Exercise description. Your task is to repeat the lines below exactly, excluding any pictures they contain.
[Opening Material for the task section]
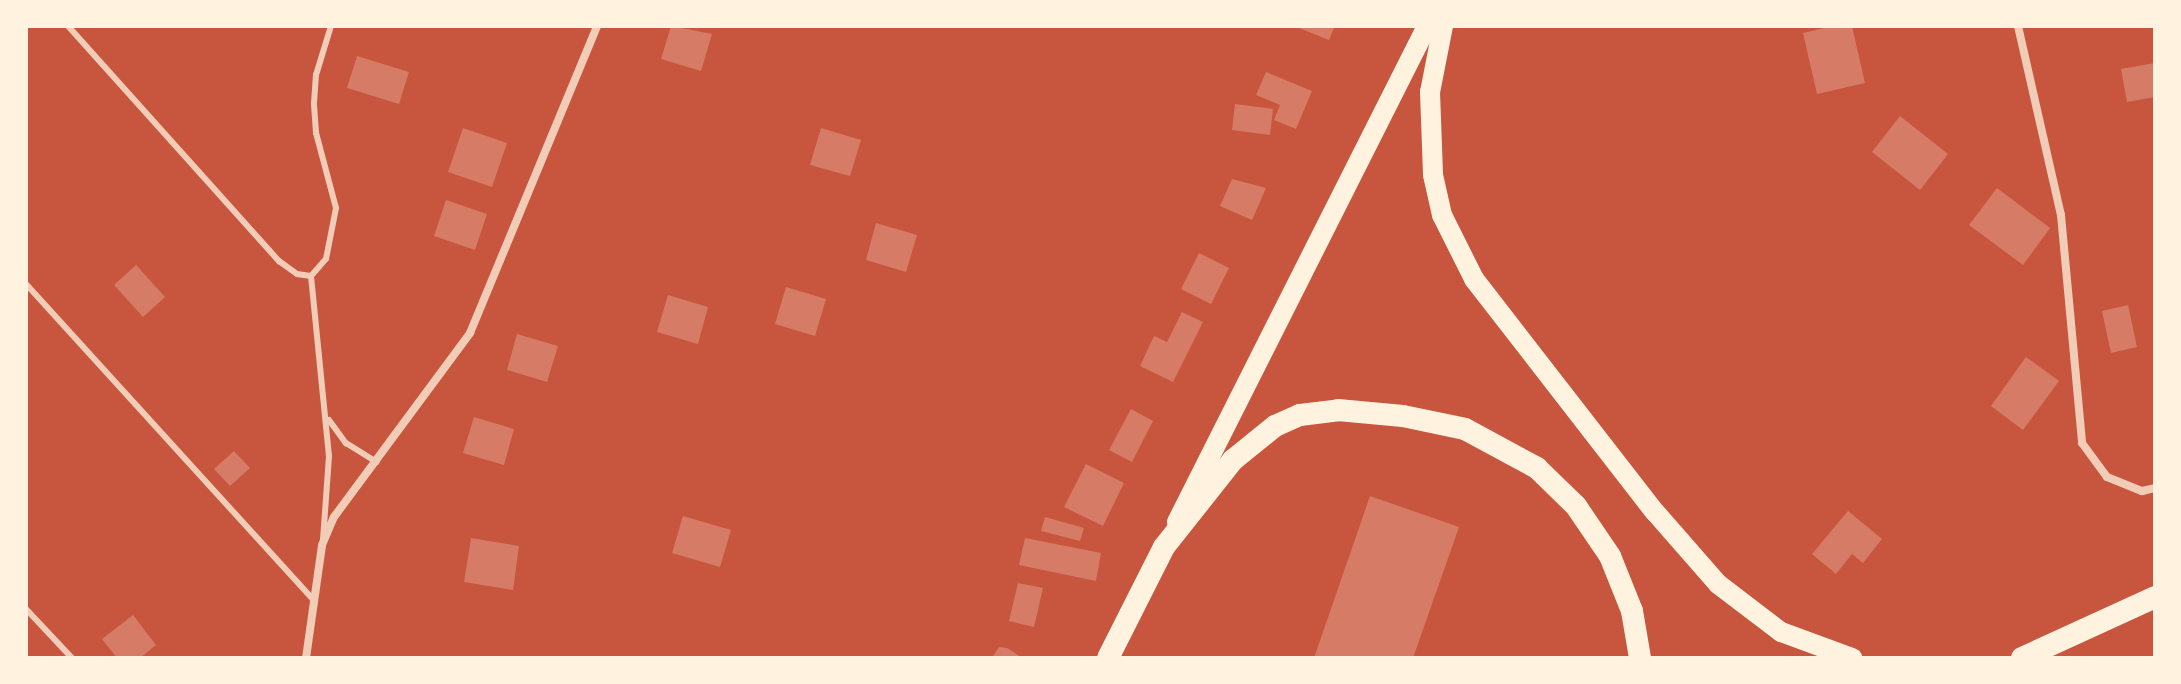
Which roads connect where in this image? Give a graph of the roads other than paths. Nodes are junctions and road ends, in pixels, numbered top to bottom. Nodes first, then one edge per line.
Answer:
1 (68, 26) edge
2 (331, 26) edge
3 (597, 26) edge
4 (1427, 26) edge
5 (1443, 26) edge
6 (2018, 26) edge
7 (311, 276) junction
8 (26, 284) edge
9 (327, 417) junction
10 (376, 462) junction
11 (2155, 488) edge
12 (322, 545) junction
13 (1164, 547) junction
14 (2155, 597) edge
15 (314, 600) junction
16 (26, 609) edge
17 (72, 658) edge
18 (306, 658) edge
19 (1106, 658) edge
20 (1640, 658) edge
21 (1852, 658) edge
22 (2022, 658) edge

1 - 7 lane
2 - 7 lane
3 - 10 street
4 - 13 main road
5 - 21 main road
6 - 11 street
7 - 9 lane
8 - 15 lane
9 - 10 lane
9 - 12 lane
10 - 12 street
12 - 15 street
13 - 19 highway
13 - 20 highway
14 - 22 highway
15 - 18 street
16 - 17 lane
[Closing Material for the task section]
Output of the exercise.
Which roads connect where in this image? Give a graph of the roads other than paths. Nodes are junctions and road ends, in pixels, numbered top to bottom. Nodes first, then one edge per line.
Answer:
1 (68, 26) edge
2 (331, 26) edge
3 (597, 26) edge
4 (1427, 26) edge
5 (1443, 26) edge
6 (2018, 26) edge
7 (311, 276) junction
8 (26, 284) edge
9 (327, 417) junction
10 (376, 462) junction
11 (2155, 488) edge
12 (322, 545) junction
13 (1164, 547) junction
14 (2155, 597) edge
15 (314, 600) junction
16 (26, 609) edge
17 (72, 658) edge
18 (306, 658) edge
19 (1106, 658) edge
20 (1640, 658) edge
21 (1852, 658) edge
22 (2022, 658) edge

1 - 7 lane
2 - 7 lane
3 - 10 street
4 - 13 main road
5 - 21 main road
6 - 11 street
7 - 9 lane
8 - 15 lane
9 - 10 lane
9 - 12 lane
10 - 12 street
12 - 15 street
13 - 19 highway
13 - 20 highway
14 - 22 highway
15 - 18 street
16 - 17 lane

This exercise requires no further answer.